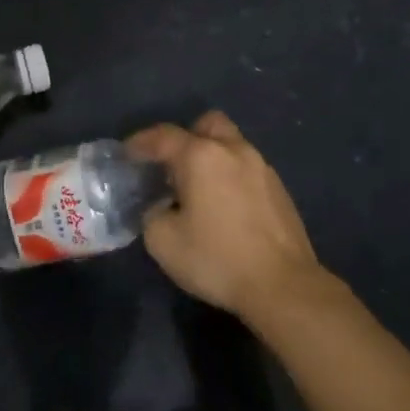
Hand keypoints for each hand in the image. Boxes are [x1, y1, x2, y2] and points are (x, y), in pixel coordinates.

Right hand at [127, 111, 328, 322]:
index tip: (127, 153)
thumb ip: (152, 215)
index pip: (163, 136)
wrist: (283, 285)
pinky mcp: (279, 189)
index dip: (140, 142)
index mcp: (201, 156)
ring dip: (211, 157)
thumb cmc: (218, 259)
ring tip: (198, 189)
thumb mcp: (164, 242)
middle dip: (186, 138)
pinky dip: (231, 177)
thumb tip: (159, 208)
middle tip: (172, 166)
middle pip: (206, 125)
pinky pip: (247, 169)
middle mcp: (233, 150)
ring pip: (231, 145)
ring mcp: (261, 167)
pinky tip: (225, 207)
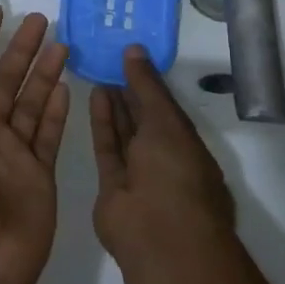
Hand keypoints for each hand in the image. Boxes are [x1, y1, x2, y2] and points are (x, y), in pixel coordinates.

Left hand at [0, 5, 69, 283]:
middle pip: (6, 81)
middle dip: (22, 49)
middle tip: (42, 18)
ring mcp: (14, 155)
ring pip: (31, 102)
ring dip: (44, 72)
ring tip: (62, 42)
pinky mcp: (39, 175)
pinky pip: (49, 134)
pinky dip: (57, 111)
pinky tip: (66, 85)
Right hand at [90, 46, 235, 268]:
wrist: (158, 234)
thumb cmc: (175, 172)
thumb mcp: (166, 120)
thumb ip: (147, 85)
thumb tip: (134, 49)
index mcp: (189, 147)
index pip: (168, 110)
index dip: (150, 85)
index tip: (131, 58)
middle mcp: (166, 161)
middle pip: (145, 121)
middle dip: (130, 94)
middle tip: (110, 61)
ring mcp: (139, 176)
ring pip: (125, 135)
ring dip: (115, 106)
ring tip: (100, 73)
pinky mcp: (112, 187)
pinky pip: (108, 148)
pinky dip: (102, 123)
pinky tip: (95, 96)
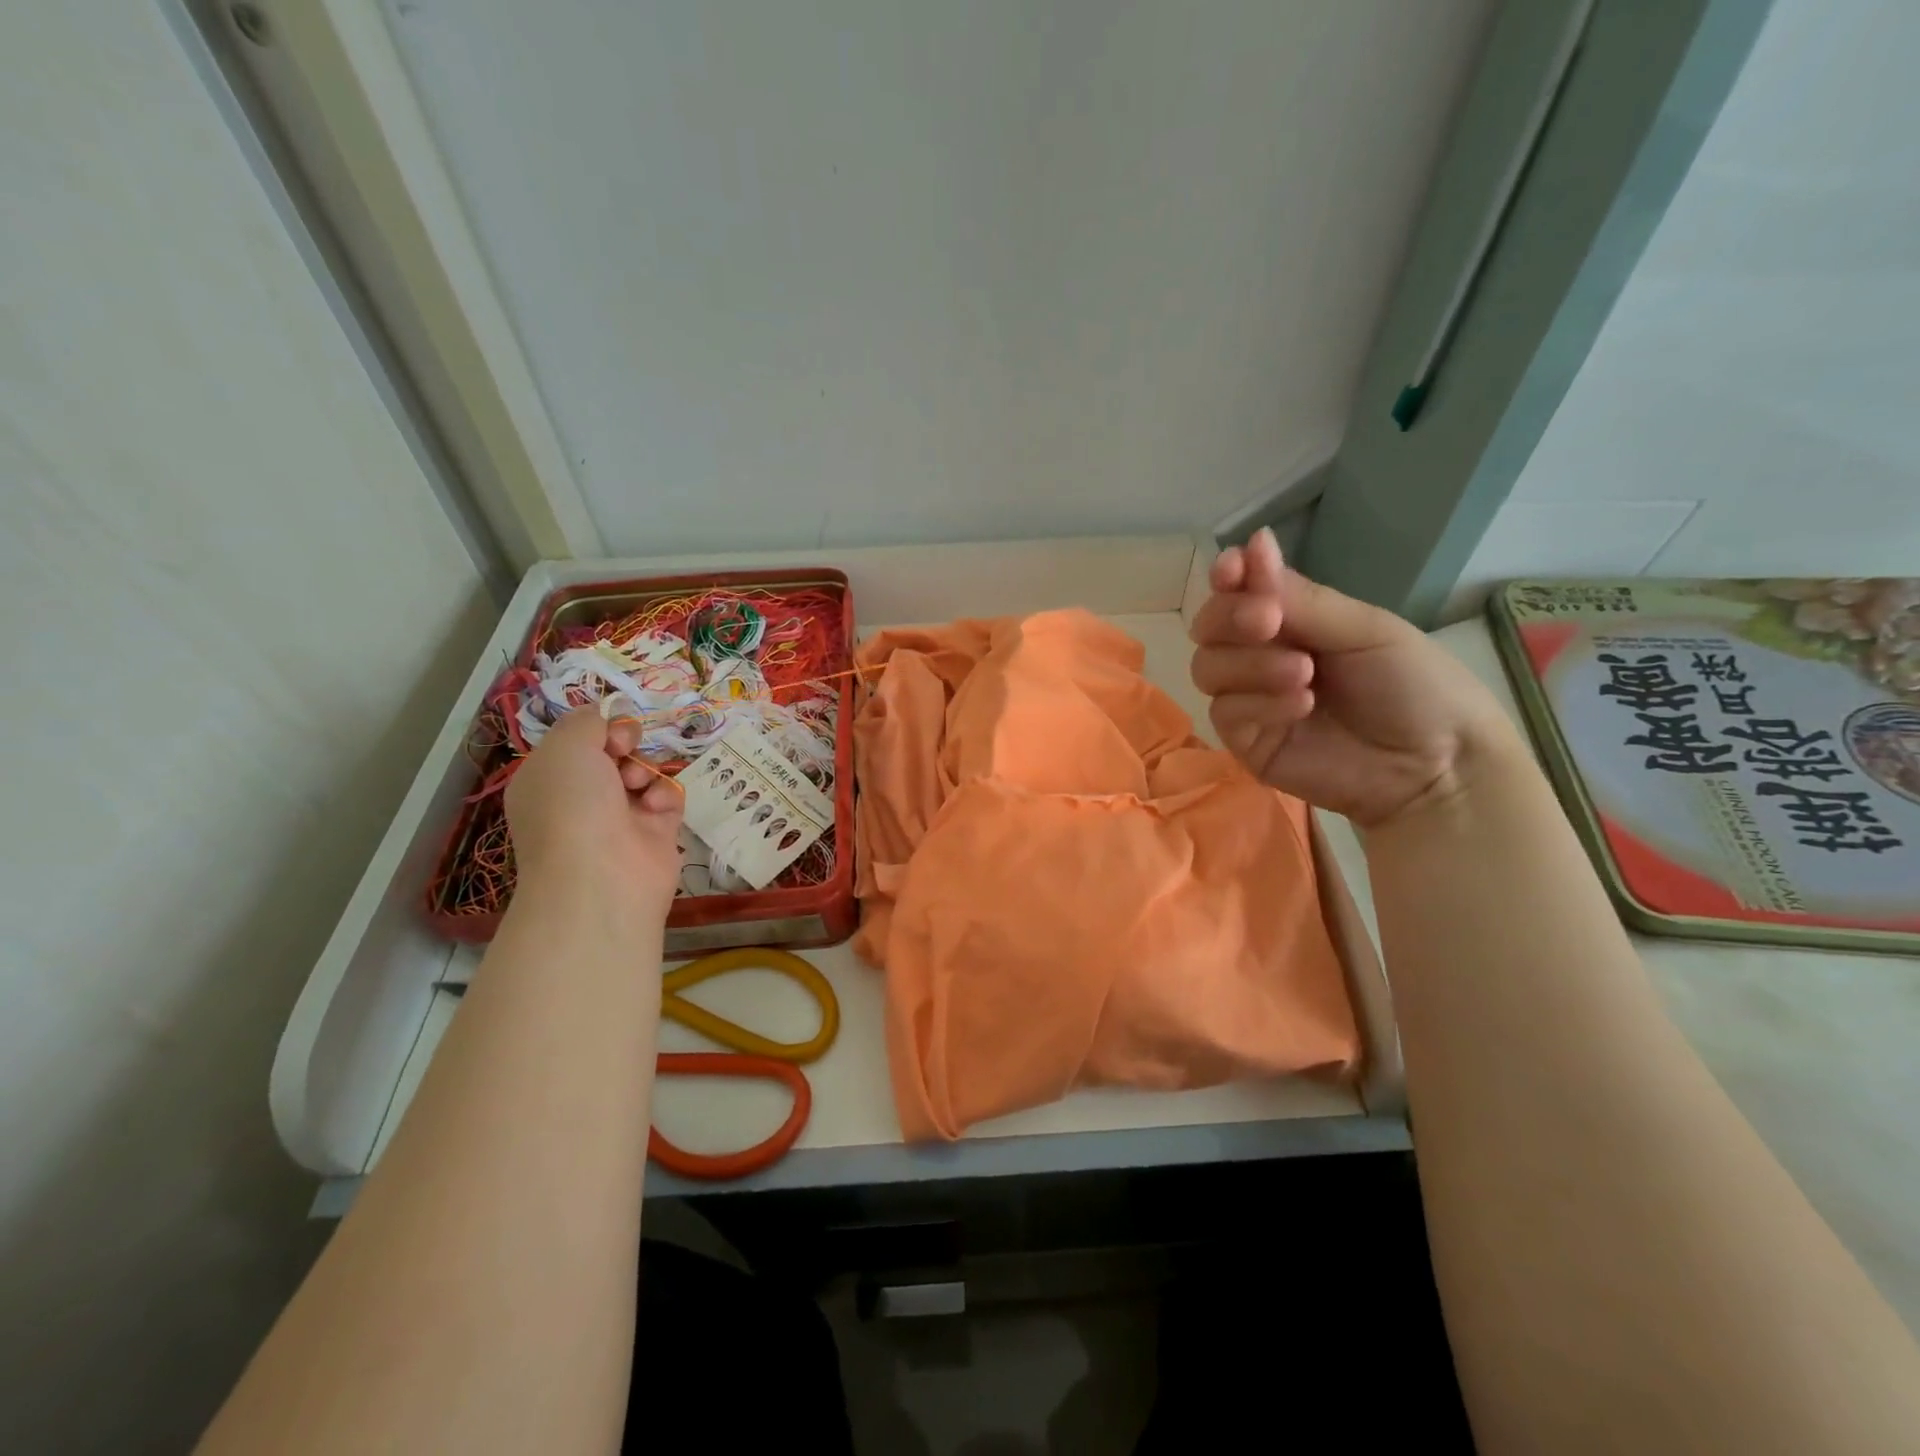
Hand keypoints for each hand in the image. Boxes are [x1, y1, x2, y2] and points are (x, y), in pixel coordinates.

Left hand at [505, 709, 684, 916]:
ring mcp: (619, 817)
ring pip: (643, 772)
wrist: (602, 876)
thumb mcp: (567, 746)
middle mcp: (580, 798)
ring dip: (646, 769)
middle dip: (625, 744)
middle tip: (625, 751)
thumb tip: (606, 714)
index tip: (606, 733)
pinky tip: (656, 807)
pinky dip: (665, 796)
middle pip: (614, 752)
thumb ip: (588, 720)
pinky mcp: (654, 833)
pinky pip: (667, 798)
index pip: (578, 740)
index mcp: (548, 779)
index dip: (597, 728)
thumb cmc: (572, 805)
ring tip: (639, 785)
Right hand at [1188, 528, 1518, 828]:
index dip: (1228, 577)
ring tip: (1304, 674)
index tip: (1233, 569)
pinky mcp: (1247, 741)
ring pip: (1208, 668)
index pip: (1238, 592)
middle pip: (1208, 628)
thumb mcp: (1364, 629)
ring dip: (1251, 664)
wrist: (1436, 764)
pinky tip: (1302, 706)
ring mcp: (1250, 700)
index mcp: (1292, 621)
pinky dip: (1259, 703)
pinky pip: (1225, 712)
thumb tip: (1254, 541)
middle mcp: (1262, 655)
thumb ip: (1302, 598)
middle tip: (1269, 622)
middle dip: (1231, 618)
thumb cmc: (1414, 686)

**Task**.
Wherever the string "Right" occurs in the records above, copy that line.

**Result for this task**.
Right hand at [127, 111, 328, 322]:
Right hand at [90, 46, 235, 268]:
Right hand at [1188, 528, 1518, 828]:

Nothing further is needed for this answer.